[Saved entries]
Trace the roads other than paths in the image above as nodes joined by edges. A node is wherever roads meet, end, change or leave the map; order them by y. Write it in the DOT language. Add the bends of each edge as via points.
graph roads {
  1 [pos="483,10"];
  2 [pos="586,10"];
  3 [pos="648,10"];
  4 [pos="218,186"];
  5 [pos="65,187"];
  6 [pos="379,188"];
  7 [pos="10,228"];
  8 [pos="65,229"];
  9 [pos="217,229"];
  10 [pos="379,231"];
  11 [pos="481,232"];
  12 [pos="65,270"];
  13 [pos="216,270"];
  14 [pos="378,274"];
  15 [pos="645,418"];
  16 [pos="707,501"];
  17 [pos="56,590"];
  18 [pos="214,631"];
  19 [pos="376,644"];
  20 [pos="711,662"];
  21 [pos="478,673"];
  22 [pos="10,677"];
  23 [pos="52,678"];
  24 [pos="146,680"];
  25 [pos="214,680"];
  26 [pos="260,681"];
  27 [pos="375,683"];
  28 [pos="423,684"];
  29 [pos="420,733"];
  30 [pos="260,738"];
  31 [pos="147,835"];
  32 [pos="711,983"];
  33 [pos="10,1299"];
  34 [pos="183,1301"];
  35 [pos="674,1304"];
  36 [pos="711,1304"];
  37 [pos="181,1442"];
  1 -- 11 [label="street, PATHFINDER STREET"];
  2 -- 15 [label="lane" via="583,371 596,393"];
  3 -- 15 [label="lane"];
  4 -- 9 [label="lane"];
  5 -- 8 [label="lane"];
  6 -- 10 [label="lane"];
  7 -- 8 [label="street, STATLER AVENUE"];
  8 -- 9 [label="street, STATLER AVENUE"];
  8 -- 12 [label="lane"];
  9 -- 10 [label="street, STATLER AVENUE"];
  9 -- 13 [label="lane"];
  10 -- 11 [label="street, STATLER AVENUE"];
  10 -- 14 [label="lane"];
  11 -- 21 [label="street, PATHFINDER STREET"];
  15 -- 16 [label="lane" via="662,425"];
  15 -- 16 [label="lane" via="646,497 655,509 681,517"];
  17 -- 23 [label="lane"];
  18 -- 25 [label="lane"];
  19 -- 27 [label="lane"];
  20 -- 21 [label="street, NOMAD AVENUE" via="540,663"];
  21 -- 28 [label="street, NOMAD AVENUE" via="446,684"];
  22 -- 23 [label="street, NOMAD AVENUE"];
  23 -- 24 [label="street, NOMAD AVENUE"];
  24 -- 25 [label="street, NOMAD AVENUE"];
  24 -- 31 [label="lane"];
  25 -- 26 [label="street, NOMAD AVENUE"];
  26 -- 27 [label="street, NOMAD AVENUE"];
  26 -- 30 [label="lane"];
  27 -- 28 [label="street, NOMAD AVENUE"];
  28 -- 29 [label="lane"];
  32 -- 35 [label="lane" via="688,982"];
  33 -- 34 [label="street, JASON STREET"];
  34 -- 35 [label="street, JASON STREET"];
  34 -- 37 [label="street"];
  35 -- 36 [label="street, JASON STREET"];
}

**WORK TASK:** Which lines above contain the word "AVENUE"? Copy all of them.

**PROBLEM SOLUTION:**
  7 -- 8 [label="street, STATLER AVENUE"];
  8 -- 9 [label="street, STATLER AVENUE"];
  9 -- 10 [label="street, STATLER AVENUE"];
  10 -- 11 [label="street, STATLER AVENUE"];
  20 -- 21 [label="street, NOMAD AVENUE" via="540,663"];
  21 -- 28 [label="street, NOMAD AVENUE" via="446,684"];
  22 -- 23 [label="street, NOMAD AVENUE"];
  23 -- 24 [label="street, NOMAD AVENUE"];
  24 -- 25 [label="street, NOMAD AVENUE"];
  25 -- 26 [label="street, NOMAD AVENUE"];
  26 -- 27 [label="street, NOMAD AVENUE"];
  27 -- 28 [label="street, NOMAD AVENUE"];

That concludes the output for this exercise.